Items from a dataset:
◇ ◇ ◇ ◇ ◇ ◇ ◇

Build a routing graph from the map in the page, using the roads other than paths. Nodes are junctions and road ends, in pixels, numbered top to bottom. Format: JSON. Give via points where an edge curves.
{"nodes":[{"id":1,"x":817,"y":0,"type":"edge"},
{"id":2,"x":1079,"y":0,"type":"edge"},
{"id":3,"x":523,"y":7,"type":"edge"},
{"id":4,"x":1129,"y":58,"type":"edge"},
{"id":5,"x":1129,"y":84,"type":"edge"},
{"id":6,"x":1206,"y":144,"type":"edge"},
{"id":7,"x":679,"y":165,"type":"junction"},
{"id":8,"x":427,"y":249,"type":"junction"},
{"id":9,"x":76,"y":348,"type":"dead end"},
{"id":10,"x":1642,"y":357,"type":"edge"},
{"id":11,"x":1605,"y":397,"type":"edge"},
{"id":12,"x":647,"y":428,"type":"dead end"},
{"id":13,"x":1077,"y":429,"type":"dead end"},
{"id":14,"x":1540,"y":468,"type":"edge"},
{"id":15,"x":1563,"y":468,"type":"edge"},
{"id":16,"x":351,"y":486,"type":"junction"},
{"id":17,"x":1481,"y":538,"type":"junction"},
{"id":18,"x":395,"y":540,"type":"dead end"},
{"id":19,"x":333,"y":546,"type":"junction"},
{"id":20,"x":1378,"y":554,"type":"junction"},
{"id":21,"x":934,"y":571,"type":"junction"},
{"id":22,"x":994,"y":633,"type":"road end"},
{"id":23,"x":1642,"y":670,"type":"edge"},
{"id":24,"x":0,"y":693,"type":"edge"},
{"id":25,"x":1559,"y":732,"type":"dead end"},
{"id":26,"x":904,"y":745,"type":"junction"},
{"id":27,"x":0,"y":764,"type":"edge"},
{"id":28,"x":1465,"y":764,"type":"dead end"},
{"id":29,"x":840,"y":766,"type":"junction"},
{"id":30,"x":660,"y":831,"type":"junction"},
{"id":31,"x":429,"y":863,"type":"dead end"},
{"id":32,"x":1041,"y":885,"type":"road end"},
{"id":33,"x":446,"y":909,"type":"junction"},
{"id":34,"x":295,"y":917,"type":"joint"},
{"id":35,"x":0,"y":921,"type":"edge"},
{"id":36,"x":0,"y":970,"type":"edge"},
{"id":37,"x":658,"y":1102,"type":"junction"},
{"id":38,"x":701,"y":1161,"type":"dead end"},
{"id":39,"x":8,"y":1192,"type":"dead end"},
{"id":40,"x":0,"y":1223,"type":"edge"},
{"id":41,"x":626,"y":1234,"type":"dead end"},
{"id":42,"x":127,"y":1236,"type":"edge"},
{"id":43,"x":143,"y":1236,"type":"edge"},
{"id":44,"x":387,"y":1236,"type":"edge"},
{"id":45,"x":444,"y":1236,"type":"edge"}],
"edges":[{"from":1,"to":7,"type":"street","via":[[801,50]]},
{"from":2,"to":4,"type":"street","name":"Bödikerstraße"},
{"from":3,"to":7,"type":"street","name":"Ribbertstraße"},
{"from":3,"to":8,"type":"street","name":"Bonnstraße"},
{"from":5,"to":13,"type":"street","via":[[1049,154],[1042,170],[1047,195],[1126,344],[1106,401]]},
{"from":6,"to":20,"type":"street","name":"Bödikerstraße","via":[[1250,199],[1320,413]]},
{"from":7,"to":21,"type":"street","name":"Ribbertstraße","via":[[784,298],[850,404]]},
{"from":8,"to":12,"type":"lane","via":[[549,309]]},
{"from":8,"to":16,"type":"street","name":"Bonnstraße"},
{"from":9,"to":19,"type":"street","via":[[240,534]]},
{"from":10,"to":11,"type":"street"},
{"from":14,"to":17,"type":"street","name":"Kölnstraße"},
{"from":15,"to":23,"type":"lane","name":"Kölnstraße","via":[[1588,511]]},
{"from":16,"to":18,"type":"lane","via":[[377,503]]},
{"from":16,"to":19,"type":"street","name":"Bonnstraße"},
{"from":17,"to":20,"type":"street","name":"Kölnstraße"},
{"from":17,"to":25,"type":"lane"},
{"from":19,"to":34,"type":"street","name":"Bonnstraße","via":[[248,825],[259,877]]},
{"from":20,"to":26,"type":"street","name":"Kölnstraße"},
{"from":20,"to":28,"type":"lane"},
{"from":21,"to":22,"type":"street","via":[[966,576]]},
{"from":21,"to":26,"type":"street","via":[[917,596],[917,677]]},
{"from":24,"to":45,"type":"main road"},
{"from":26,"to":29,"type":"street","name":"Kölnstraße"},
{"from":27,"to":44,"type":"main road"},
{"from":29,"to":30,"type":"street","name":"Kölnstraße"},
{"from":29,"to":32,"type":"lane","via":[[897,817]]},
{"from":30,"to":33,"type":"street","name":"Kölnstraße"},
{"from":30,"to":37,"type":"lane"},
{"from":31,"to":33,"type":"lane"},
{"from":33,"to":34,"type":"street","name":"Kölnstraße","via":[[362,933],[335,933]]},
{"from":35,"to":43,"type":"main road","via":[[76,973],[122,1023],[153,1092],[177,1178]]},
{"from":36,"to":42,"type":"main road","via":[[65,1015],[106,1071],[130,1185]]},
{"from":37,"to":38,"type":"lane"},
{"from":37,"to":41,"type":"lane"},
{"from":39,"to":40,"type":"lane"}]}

◇ ◇ ◇ ◇ ◇ ◇ ◇

• **INSTRUCTIONS TO FOLLOW**: Your answer should be a single number: the count of lines in the entries that contain "Kölnstraße".

• **ANSWER SPACE**: 8